Yakın Tarihte Roman Liderler: Bronislawa Wajs/Papusza

????????????????????????????????????????????????????????????????????????????????????????

Yakın Tarihte Roman Liderler: Bronislawa Wajs/Papusza

“Gelin dünyanın dört bir yanındaki Çingeneler, gelin yanıma. Gelin ormana, büyük ateşin başına.”

Nazi acımasızlığının, okuma yazma öğrenme mücadelesi ve bunun için uğradığı şiddetin, sırf şiir yazdığı için bir şairin kendi toplumundan reddedilmenin hikâyesi: “Papusza / Taş Bebek”.
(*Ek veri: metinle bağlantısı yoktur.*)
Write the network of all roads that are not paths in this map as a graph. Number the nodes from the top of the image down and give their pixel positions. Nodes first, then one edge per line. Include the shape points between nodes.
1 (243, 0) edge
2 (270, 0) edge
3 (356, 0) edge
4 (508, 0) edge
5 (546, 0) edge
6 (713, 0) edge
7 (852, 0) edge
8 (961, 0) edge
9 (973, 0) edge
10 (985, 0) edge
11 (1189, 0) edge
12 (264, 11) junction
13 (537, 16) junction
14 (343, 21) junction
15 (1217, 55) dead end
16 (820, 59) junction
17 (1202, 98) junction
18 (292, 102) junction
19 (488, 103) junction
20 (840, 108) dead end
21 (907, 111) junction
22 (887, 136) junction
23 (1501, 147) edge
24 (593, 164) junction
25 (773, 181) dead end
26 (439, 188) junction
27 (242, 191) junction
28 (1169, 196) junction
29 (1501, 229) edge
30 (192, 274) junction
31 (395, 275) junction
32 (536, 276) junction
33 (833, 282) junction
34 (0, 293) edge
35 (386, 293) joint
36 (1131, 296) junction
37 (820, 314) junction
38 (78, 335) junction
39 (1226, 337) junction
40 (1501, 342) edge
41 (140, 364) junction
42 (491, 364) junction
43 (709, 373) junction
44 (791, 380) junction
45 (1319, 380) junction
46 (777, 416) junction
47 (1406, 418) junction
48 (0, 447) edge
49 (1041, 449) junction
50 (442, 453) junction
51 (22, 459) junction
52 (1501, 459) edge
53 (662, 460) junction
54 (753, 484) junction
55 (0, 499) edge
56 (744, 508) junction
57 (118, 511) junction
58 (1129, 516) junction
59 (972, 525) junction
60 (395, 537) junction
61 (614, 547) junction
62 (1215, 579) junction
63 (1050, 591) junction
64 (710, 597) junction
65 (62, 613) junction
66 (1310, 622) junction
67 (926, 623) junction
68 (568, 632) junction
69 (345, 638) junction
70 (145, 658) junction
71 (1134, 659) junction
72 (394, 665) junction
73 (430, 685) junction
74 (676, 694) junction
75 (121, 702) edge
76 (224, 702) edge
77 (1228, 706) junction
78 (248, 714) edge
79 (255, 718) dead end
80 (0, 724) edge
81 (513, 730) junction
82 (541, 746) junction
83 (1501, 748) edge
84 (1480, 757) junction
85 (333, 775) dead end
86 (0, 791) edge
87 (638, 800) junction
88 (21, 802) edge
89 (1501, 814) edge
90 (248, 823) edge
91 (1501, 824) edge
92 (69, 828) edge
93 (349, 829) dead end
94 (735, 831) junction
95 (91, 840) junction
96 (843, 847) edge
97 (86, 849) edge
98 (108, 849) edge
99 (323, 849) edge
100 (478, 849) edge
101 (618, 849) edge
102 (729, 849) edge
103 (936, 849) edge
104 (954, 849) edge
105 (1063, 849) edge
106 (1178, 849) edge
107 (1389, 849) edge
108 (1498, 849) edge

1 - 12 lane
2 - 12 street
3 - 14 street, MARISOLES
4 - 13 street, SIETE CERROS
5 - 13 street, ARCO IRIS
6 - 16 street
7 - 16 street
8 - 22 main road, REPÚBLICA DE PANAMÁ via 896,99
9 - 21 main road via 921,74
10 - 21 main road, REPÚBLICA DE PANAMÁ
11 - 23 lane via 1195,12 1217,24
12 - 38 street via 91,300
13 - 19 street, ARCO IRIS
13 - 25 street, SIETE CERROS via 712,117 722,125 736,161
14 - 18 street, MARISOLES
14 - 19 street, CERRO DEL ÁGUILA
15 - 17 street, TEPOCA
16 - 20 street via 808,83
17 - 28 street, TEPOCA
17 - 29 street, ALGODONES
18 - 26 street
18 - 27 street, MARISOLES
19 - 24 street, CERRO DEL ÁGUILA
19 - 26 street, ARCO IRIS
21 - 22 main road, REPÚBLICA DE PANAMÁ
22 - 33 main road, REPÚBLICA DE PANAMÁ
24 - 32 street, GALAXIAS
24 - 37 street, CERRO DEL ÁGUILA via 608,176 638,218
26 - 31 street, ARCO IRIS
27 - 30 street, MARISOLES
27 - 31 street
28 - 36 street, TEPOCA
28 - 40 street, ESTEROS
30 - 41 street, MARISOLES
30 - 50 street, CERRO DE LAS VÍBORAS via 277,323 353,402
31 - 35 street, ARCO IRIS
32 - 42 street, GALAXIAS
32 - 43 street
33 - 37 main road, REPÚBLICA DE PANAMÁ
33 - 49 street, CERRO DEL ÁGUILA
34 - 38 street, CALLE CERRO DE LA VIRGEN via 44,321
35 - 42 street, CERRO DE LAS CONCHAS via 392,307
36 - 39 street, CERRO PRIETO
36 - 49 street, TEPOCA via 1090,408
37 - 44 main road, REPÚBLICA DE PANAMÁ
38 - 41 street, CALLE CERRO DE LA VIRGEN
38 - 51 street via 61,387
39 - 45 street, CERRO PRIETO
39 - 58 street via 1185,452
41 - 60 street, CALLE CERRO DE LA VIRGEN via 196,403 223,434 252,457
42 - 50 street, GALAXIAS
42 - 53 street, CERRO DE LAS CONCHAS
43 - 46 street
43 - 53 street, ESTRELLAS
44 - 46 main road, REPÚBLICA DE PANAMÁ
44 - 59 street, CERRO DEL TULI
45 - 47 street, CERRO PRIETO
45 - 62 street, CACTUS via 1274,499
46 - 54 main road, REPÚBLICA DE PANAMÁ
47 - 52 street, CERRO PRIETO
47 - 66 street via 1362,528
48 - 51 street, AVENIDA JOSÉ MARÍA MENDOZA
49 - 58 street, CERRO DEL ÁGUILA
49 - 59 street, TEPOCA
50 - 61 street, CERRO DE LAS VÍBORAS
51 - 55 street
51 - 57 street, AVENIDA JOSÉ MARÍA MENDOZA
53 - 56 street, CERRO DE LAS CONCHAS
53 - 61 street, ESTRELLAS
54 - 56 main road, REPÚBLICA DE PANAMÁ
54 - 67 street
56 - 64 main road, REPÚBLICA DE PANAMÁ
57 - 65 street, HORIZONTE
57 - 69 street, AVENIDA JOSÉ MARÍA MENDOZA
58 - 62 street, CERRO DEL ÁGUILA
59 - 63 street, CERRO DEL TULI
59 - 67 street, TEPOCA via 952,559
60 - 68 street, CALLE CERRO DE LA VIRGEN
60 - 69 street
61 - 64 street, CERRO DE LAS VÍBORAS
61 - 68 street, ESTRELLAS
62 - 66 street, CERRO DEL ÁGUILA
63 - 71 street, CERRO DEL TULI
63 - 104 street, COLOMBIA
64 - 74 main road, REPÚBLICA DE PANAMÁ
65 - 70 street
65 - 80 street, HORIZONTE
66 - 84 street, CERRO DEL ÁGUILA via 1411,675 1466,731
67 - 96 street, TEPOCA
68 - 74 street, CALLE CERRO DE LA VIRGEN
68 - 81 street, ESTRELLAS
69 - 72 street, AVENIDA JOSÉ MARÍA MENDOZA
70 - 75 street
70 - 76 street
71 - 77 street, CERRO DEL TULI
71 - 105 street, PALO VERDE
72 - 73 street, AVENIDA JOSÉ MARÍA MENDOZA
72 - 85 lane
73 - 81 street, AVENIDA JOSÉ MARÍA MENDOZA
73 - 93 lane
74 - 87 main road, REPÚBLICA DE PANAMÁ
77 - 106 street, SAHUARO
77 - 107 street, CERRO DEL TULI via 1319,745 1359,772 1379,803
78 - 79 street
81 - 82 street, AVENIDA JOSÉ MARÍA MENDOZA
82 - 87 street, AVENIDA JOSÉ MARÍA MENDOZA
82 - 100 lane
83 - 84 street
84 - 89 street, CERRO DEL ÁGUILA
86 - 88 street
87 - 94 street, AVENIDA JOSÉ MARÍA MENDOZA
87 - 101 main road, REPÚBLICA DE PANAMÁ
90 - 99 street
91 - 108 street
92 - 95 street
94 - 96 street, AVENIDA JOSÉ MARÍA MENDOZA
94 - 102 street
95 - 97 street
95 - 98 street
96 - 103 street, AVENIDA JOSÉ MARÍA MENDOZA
Papusza olarak bilinen Bronislawa Wajs, şiirleri resmi olarak yayımlanan ve Lehçe’ye çevrilen ilk Roman şairdir. Romanların ve Yahudilerin birlikte soykırıma uğradığı ikinci dünya  savaşında  yaşadıklarını anlattığı “Kanlı Gözyaşları” ve “Alman Zulmü Altında Yaşadıklarımız”şiirlerinden en bilinenleridir.  Şiirlerinde Roman Kadınların yaşamında zorluklar ve Roman kadınların mücadeleci ruhundan esintiler yer almaktadır

Şiiri yazmak yerine şiiri yaşamayı seçen bu Papusza’nın yaşamındaki birçok dönüm noktası bulunuyor. Binbir engelle mücadele ederek okuma yazma öğrenmesi, zorla evlendirilişi, savaş sırasında tanık oldukları ve Jerzy Ficowski ile tanışması bu dönüm noktalarından en önemlileridir.

Papusza için okuma yazmayı öğrenme süreci hiç kolay olmaz. Ancak O, uğradığı tüm baskı ve şiddete rağmen okuma yazma öğrenmeyi başarır.

 

 Takvimler 1910’u gösteriyor. Çocuk yaşta bir kadın bir başına yükselen otların arasında bir bebek dünyaya getiriyor. Gece düştüğünde ise ay ve yakılan ateşin ışığı altında bir çarşaf içinde sallanan bebeğe dualar okunuyor.

“Tüy gibi hafif yürüyesin bu dünyada.”

Bu doğum seremonisinin hemen ardından bebeğin adını söylüyor annesi: “Papusza”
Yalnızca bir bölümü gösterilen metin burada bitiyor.